Exercise description: Output the line that contains "Please list the" and every line after it to the end of the entries, with nothing added or left out.

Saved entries
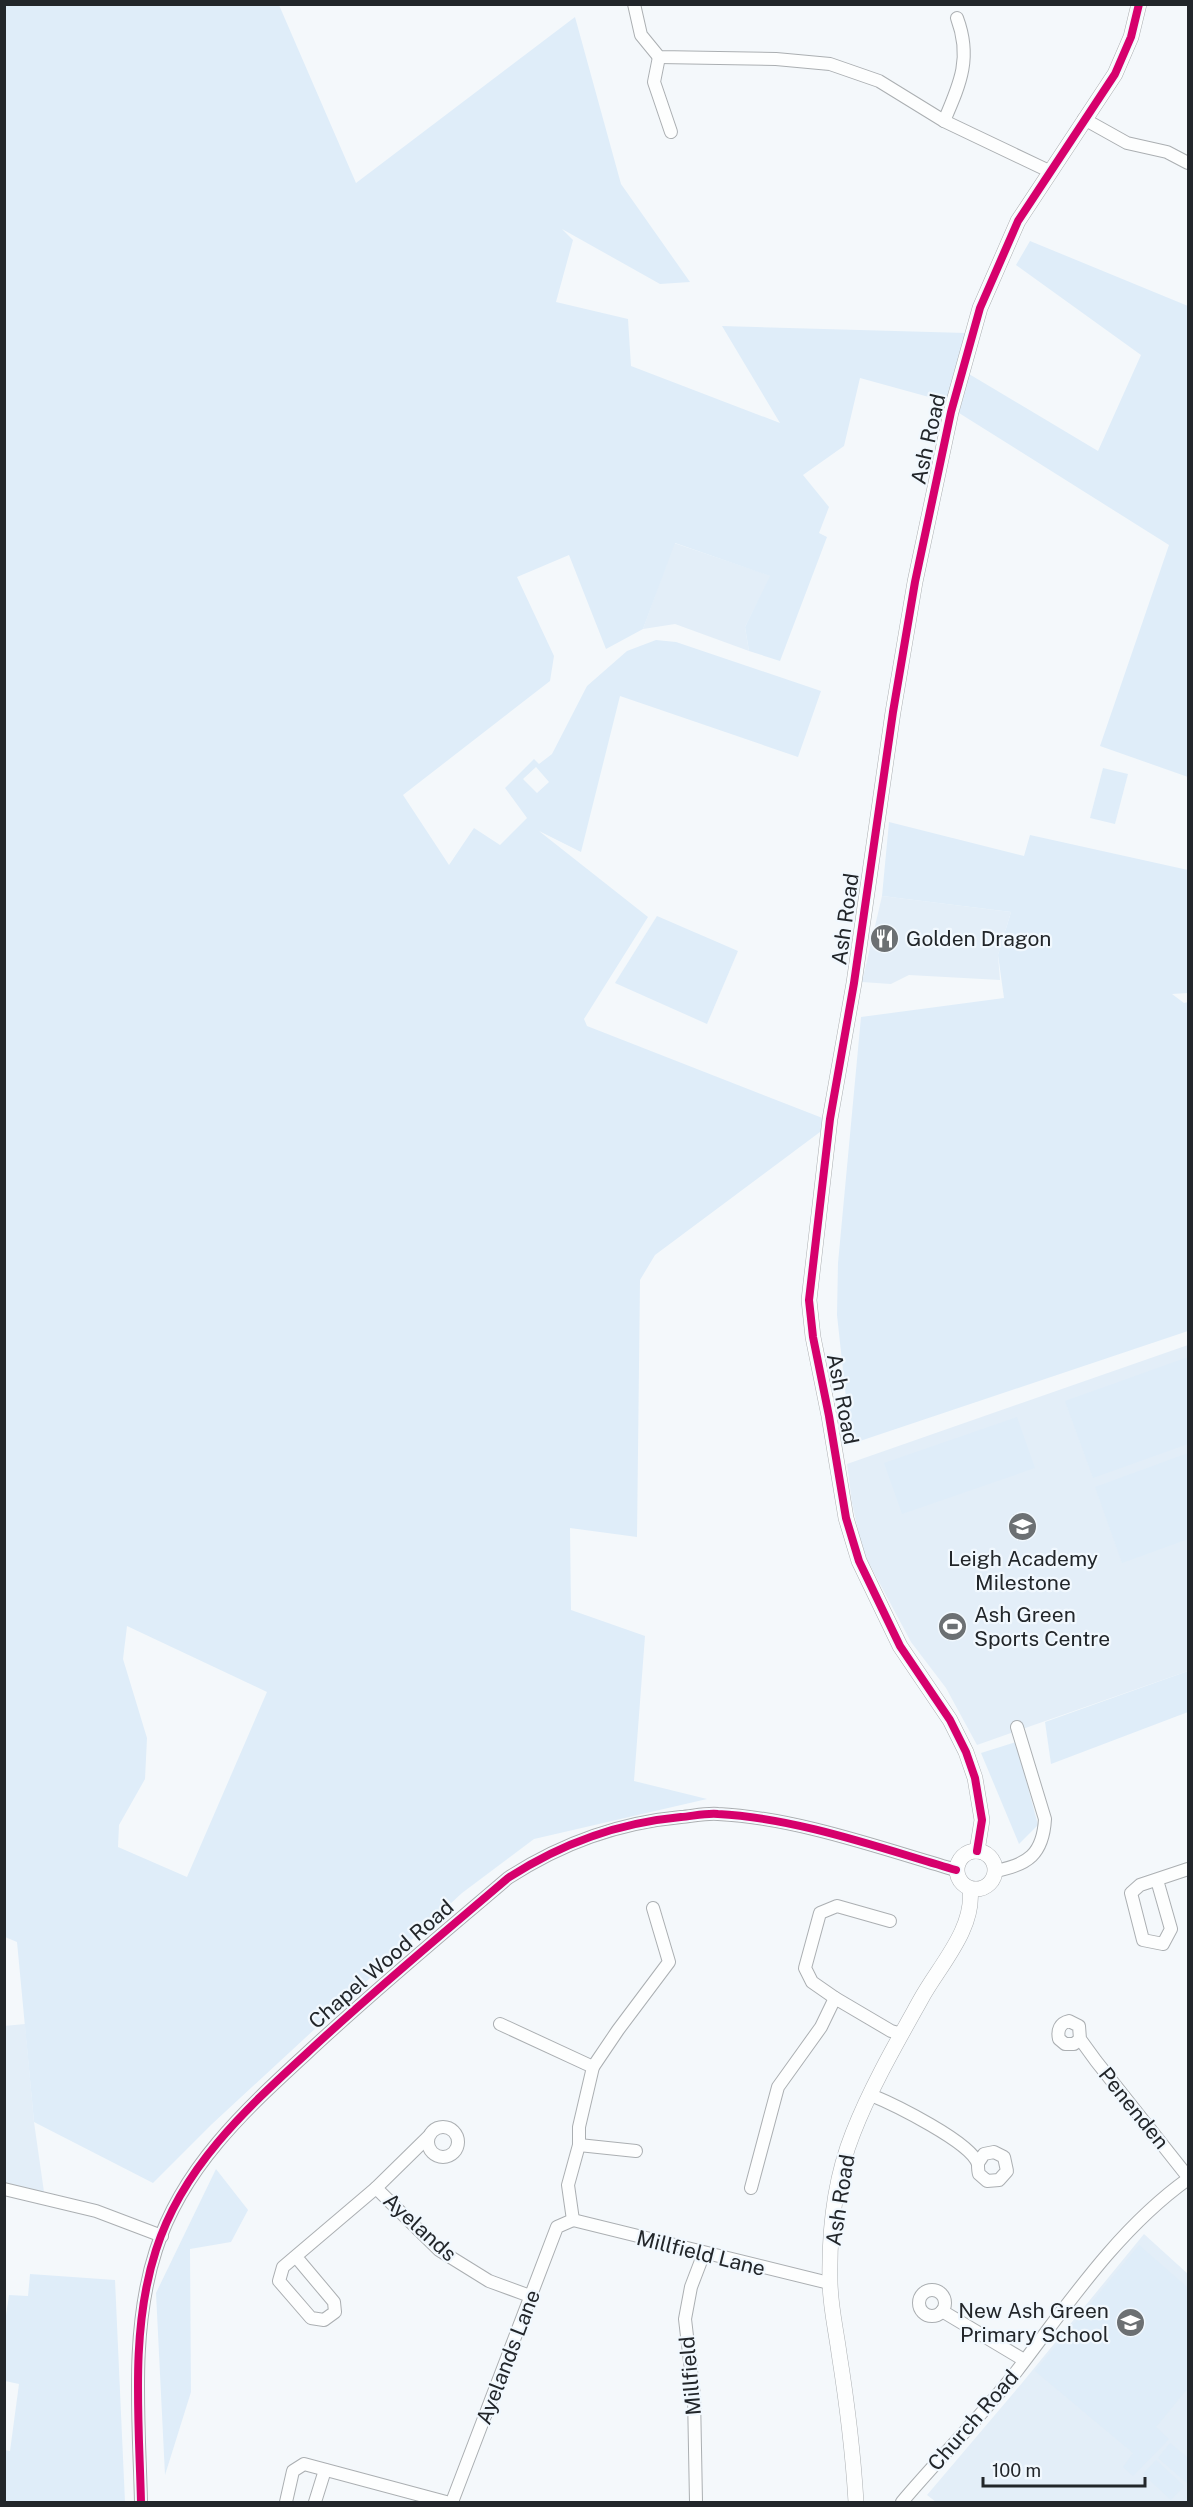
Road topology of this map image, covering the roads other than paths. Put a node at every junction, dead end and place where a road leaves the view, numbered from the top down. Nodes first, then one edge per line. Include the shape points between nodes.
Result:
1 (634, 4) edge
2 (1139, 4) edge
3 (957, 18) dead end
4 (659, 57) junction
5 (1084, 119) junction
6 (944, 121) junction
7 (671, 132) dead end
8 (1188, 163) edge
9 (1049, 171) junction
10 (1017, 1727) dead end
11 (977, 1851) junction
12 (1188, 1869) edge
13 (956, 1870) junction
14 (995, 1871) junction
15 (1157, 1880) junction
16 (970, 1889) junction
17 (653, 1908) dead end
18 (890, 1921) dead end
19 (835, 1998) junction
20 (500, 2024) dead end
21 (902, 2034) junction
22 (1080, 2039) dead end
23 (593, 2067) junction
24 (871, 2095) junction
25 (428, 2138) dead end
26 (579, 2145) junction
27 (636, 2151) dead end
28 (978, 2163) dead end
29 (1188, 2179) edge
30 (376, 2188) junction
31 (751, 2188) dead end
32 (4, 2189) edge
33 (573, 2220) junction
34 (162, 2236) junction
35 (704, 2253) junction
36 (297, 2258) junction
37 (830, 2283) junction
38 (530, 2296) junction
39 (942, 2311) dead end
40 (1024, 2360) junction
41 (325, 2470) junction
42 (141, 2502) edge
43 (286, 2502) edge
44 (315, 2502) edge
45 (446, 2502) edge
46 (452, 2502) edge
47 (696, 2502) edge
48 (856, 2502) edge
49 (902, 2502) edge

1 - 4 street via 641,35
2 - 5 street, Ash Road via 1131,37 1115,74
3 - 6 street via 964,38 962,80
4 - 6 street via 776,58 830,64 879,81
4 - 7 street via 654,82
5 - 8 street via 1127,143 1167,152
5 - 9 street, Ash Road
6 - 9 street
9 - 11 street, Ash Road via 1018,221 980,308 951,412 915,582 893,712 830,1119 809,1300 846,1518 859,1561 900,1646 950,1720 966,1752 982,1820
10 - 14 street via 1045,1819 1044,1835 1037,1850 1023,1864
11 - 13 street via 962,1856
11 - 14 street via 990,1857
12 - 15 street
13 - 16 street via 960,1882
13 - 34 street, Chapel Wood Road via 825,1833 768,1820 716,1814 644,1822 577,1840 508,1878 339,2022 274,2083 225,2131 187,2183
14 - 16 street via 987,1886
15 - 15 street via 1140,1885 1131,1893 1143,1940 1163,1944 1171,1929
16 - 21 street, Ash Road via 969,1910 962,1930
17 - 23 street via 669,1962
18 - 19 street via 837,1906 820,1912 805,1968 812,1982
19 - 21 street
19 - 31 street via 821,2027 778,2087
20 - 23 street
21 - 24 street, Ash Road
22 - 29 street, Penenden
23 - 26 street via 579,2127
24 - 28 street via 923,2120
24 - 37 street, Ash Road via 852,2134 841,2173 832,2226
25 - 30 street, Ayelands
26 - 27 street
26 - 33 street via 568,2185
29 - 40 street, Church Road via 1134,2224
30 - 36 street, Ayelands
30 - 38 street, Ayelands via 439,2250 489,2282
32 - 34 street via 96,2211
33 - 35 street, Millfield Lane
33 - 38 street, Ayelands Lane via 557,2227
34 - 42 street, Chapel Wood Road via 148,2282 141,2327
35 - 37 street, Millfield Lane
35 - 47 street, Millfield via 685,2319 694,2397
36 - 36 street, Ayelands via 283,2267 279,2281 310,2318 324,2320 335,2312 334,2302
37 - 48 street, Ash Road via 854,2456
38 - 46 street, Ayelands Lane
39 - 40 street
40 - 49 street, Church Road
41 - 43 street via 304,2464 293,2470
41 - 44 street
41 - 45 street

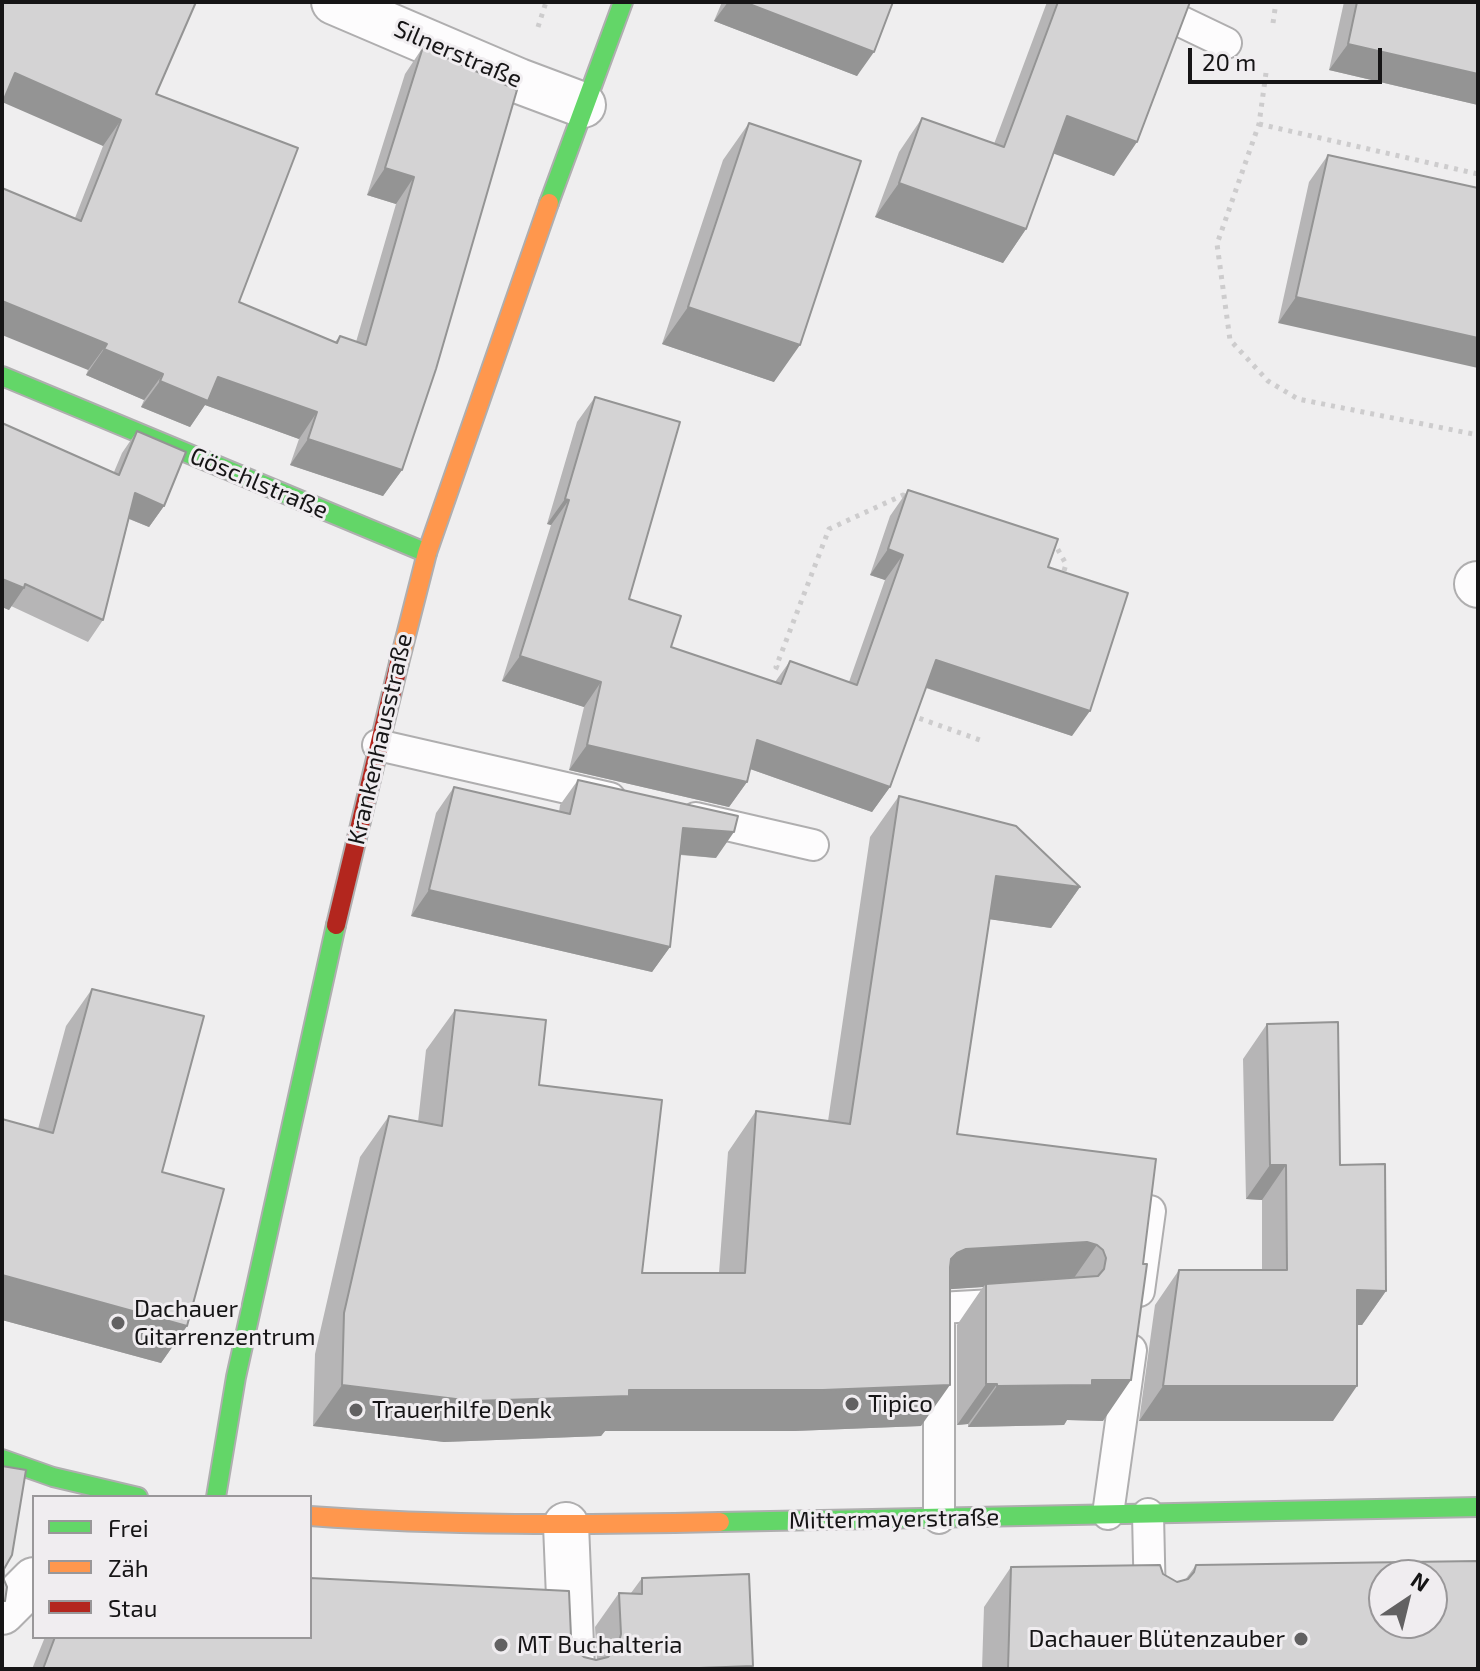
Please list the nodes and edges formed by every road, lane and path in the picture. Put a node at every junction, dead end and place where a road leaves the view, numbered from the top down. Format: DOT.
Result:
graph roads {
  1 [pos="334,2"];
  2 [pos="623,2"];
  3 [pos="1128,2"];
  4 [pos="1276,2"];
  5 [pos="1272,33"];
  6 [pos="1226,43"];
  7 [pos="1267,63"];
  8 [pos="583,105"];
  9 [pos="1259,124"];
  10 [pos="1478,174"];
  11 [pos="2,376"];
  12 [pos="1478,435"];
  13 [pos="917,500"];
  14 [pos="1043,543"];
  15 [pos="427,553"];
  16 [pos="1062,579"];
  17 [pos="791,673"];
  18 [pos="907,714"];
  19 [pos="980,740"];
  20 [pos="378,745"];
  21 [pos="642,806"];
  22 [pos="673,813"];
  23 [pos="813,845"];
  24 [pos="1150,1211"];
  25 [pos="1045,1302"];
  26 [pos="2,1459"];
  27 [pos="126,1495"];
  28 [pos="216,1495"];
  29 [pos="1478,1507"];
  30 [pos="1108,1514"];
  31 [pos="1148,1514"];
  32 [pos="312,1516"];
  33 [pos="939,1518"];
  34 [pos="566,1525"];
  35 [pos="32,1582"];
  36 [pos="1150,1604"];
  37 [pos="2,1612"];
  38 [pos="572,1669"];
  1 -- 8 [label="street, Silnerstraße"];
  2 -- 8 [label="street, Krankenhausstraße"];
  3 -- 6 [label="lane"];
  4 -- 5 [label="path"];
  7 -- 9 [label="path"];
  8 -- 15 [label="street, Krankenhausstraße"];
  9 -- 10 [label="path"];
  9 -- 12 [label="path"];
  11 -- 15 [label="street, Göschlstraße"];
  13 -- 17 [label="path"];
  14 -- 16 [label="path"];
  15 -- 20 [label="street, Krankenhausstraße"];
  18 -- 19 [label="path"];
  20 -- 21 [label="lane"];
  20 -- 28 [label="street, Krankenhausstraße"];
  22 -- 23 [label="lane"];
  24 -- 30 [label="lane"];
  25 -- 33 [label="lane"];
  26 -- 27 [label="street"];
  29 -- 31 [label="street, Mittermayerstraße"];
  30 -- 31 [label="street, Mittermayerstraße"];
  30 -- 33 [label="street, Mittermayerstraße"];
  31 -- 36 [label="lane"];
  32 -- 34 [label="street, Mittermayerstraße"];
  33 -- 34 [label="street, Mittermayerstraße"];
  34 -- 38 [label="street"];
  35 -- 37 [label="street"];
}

Solution for this problem:
Please list the nodes and edges formed by every road, lane and path in the picture. Put a node at every junction, dead end and place where a road leaves the view, numbered from the top down. Format: DOT.
Result:
graph roads {
  1 [pos="334,2"];
  2 [pos="623,2"];
  3 [pos="1128,2"];
  4 [pos="1276,2"];
  5 [pos="1272,33"];
  6 [pos="1226,43"];
  7 [pos="1267,63"];
  8 [pos="583,105"];
  9 [pos="1259,124"];
  10 [pos="1478,174"];
  11 [pos="2,376"];
  12 [pos="1478,435"];
  13 [pos="917,500"];
  14 [pos="1043,543"];
  15 [pos="427,553"];
  16 [pos="1062,579"];
  17 [pos="791,673"];
  18 [pos="907,714"];
  19 [pos="980,740"];
  20 [pos="378,745"];
  21 [pos="642,806"];
  22 [pos="673,813"];
  23 [pos="813,845"];
  24 [pos="1150,1211"];
  25 [pos="1045,1302"];
  26 [pos="2,1459"];
  27 [pos="126,1495"];
  28 [pos="216,1495"];
  29 [pos="1478,1507"];
  30 [pos="1108,1514"];
  31 [pos="1148,1514"];
  32 [pos="312,1516"];
  33 [pos="939,1518"];
  34 [pos="566,1525"];
  35 [pos="32,1582"];
  36 [pos="1150,1604"];
  37 [pos="2,1612"];
  38 [pos="572,1669"];
  1 -- 8 [label="street, Silnerstraße"];
  2 -- 8 [label="street, Krankenhausstraße"];
  3 -- 6 [label="lane"];
  4 -- 5 [label="path"];
  7 -- 9 [label="path"];
  8 -- 15 [label="street, Krankenhausstraße"];
  9 -- 10 [label="path"];
  9 -- 12 [label="path"];
  11 -- 15 [label="street, Göschlstraße"];
  13 -- 17 [label="path"];
  14 -- 16 [label="path"];
  15 -- 20 [label="street, Krankenhausstraße"];
  18 -- 19 [label="path"];
  20 -- 21 [label="lane"];
  20 -- 28 [label="street, Krankenhausstraße"];
  22 -- 23 [label="lane"];
  24 -- 30 [label="lane"];
  25 -- 33 [label="lane"];
  26 -- 27 [label="street"];
  29 -- 31 [label="street, Mittermayerstraße"];
  30 -- 31 [label="street, Mittermayerstraße"];
  30 -- 33 [label="street, Mittermayerstraße"];
  31 -- 36 [label="lane"];
  32 -- 34 [label="street, Mittermayerstraße"];
  33 -- 34 [label="street, Mittermayerstraße"];
  34 -- 38 [label="street"];
  35 -- 37 [label="street"];
}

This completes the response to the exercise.